Correta, pois o caso traz instabilidade interpessoal, medo de abandono, impulsividade, sensação de vazio, raiva intensa e tentativas de suicídio, compatíveis com transtorno da personalidade borderline.
- B)transtorno da personalidade evitativa.
Errada, porque o transtorno evitativo se caracteriza por inibição social, hipersensibilidade à crítica e evitação de relações por medo de rejeição, e não por impulsividade e autoagressão.
- C)transtorno da personalidade esquizotípica.
Errada, pois o transtorno esquizotípico envolve excentricidade, distorções cognitivas/perceptivas e comportamento estranho, o que não aparece no caso.
- D)transtorno da personalidade narcisista.

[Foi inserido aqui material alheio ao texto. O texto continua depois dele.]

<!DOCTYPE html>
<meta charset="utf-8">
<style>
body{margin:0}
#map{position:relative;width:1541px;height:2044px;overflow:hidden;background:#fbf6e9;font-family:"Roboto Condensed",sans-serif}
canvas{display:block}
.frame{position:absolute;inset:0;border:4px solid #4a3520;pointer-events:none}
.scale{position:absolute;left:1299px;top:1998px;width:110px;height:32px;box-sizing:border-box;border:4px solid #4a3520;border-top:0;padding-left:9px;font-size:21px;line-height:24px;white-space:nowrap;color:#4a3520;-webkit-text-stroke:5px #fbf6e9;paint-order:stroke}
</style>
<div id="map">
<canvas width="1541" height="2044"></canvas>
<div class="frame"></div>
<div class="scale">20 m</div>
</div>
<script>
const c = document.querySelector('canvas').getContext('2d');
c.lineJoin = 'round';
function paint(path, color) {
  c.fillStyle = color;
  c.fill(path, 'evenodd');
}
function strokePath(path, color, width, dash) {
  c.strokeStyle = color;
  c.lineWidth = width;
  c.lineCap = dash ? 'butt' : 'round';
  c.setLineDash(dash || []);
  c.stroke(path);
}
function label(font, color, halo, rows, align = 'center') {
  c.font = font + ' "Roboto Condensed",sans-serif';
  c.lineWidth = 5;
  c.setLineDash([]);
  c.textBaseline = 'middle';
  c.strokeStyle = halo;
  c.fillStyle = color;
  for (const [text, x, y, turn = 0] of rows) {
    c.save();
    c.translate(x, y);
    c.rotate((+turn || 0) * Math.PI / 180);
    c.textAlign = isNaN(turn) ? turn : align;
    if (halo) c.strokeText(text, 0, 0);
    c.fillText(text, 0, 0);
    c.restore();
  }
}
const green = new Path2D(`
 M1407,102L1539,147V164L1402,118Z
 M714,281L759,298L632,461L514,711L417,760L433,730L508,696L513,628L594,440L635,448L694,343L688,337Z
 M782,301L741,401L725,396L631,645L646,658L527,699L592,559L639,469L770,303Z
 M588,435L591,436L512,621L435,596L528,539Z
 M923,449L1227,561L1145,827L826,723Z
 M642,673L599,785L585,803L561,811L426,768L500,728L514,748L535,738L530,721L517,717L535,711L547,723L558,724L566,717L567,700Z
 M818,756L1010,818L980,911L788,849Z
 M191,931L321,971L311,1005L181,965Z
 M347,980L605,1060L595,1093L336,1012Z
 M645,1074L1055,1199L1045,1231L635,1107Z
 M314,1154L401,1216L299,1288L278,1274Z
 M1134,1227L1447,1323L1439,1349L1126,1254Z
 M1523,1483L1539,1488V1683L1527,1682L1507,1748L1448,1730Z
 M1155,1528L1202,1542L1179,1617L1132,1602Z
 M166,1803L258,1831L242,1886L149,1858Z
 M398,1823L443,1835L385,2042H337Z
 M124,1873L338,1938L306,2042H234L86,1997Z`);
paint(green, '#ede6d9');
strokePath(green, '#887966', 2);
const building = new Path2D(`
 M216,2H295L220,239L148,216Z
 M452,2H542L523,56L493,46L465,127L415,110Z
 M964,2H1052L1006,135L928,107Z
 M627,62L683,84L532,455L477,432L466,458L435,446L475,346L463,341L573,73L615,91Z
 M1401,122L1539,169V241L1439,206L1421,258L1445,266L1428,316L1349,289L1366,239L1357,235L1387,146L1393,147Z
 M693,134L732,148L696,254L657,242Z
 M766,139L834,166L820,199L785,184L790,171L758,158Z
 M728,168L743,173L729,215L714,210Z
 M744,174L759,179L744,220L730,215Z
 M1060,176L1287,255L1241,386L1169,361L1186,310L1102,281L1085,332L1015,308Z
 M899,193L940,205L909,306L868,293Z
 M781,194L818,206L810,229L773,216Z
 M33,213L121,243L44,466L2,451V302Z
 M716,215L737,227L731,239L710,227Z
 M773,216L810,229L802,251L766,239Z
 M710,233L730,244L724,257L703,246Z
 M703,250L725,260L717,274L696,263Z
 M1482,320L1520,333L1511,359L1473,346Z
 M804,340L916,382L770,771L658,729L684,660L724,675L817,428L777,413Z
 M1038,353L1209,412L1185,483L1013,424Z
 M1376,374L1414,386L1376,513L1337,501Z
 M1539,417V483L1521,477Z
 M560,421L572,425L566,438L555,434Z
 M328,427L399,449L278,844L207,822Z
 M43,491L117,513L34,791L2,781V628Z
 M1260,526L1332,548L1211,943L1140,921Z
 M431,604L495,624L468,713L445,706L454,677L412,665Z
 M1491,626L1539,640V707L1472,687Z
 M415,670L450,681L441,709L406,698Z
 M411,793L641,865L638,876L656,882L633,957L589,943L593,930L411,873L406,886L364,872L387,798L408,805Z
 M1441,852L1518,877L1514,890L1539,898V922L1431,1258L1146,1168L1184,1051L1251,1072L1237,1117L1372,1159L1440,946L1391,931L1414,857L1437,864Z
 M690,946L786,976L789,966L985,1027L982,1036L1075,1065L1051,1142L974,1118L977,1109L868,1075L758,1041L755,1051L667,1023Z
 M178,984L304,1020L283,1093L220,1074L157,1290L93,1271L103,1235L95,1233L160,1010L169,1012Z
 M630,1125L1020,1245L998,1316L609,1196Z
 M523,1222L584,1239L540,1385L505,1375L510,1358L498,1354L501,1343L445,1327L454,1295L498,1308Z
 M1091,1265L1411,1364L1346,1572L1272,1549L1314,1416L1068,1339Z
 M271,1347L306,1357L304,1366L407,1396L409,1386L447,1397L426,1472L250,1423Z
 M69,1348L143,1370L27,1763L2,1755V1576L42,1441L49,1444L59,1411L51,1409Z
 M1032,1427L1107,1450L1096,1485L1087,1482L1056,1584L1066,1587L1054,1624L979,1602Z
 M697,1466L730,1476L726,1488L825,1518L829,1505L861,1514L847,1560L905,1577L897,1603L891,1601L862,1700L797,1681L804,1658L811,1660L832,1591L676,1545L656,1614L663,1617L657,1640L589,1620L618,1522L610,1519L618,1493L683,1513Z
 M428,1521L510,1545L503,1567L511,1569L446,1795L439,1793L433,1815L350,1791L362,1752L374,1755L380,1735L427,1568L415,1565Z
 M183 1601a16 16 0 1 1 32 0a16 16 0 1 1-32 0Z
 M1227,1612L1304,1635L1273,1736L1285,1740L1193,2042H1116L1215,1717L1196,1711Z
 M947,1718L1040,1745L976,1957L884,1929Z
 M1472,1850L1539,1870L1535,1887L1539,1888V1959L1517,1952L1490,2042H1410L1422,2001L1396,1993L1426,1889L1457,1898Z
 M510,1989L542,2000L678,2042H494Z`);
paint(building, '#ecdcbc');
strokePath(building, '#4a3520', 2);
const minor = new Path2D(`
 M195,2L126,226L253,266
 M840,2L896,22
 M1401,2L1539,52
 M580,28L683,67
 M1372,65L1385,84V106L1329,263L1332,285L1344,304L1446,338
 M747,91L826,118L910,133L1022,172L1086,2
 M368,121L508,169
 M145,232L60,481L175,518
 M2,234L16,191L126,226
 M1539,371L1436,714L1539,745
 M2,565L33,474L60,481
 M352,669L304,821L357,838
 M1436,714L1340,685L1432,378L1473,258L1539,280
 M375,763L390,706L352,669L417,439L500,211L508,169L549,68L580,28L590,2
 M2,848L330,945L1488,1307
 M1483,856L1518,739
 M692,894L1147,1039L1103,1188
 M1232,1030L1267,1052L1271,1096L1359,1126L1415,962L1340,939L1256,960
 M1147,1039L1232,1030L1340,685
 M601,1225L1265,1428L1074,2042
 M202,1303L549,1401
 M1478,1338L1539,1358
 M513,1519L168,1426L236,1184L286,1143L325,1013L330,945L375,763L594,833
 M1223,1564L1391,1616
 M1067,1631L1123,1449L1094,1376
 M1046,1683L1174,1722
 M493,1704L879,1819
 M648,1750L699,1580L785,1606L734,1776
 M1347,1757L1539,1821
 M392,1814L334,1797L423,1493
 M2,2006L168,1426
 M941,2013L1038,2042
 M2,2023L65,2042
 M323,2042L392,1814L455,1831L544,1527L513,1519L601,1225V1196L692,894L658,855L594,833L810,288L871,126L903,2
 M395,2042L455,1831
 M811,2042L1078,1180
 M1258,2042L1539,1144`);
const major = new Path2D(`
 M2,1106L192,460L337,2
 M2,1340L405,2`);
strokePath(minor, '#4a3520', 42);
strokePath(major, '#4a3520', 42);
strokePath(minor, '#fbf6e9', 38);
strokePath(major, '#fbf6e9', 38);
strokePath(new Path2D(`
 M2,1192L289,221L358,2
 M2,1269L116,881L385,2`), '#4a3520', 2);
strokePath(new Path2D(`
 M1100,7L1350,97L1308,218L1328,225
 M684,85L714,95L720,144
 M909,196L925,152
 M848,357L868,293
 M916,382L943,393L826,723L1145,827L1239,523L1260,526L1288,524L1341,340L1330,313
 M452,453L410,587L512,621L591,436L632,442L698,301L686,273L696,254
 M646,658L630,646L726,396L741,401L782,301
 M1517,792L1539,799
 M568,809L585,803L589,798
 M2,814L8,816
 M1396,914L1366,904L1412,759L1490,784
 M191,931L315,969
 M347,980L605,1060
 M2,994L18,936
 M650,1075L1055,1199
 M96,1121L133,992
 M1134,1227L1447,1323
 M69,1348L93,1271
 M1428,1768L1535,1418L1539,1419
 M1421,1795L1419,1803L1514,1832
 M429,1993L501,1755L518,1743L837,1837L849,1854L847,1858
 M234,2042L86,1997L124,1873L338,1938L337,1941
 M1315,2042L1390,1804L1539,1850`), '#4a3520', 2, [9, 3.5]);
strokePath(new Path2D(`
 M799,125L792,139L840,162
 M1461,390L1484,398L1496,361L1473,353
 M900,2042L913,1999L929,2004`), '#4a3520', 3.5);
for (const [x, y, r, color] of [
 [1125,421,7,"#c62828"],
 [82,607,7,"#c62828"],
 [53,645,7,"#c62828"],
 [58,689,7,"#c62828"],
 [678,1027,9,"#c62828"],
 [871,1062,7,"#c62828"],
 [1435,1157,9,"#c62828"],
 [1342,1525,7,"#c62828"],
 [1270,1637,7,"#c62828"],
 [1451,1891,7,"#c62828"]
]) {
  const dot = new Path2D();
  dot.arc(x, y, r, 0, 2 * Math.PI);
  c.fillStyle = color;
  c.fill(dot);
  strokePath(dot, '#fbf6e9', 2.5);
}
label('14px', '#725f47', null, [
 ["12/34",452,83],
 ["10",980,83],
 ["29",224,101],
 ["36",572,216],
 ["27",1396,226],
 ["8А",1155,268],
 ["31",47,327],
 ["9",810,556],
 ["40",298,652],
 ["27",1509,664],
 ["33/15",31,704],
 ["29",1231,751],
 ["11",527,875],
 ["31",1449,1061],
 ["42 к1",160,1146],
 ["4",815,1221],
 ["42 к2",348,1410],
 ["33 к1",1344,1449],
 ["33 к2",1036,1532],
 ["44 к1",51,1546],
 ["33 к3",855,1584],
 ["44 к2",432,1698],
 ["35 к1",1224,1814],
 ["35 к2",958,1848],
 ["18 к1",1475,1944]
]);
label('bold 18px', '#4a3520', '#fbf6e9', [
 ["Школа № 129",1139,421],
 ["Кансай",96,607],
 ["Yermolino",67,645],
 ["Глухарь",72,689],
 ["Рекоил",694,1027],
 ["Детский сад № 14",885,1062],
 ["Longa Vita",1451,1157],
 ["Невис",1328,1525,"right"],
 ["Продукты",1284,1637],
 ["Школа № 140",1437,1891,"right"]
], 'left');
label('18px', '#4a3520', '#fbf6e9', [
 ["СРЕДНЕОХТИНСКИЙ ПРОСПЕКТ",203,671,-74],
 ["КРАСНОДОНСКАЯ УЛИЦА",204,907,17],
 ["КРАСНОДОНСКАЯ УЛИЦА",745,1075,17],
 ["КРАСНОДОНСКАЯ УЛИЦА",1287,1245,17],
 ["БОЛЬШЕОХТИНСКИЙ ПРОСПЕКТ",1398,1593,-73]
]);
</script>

Errada, porque o transtorno narcisista se relaciona a grandiosidade, necessidade de admiração e pouca empatia, e o caso mostra fragilidade relacional e vazio, não arrogância.
Gabarito: A
O quadro descreve um padrão muito típico de transtorno da personalidade borderline: relações intensas e instáveis, medo de abandono, raiva intensa, sensação crônica de vazio, impulsividade e comportamento suicida ou autoagressivo. No DSM-5-TR, o diagnóstico exige um padrão persistente de instabilidade nas relações interpessoais, na autoimagem e nos afetos, com impulsividade marcada, começando no início da vida adulta e presente em vários contextos. Aqui, Carlos aparece como alguém que vive os vínculos no modo "8 ou 80": idealiza, depende, explode quando se sente frustrado e depois se desorganiza emocionalmente. Repare como os sinais se encaixam quase em bloco: ele tem medo/sofrimento intenso quando a namorada se afasta, reage com raiva desproporcional, apresenta impulsividade em sexo, gastos e direção imprudente, além de tentativas de suicídio. A fala sobre "um buraco oco que mora em seu peito" é praticamente a tradução clínica da sensação de vazio crônico, um marcador bem característico do transtorno borderline. As outras alternativas tentam distrair com traços de personalidade, mas não fecham o conjunto. O evitativo é mais marcado por inibição social e medo de crítica; o esquizotípico traz estranheza cognitiva/perceptiva e comportamento excêntrico; o narcisista gira em torno de grandiosidade, necessidade de admiração e falta de empatia. Aqui o núcleo não é timidez, excentricidade nem vaidade: é instabilidade afetiva e relacional com impulsividade e autoagressão. Em prova CESPE/CEBRASPE, vale lembrar que o DSM-5-TR organiza o transtorno borderline justamente por esse padrão duradouro de instabilidade, e a presença de tentativas de suicídio e impulsividade pesa muito na identificação.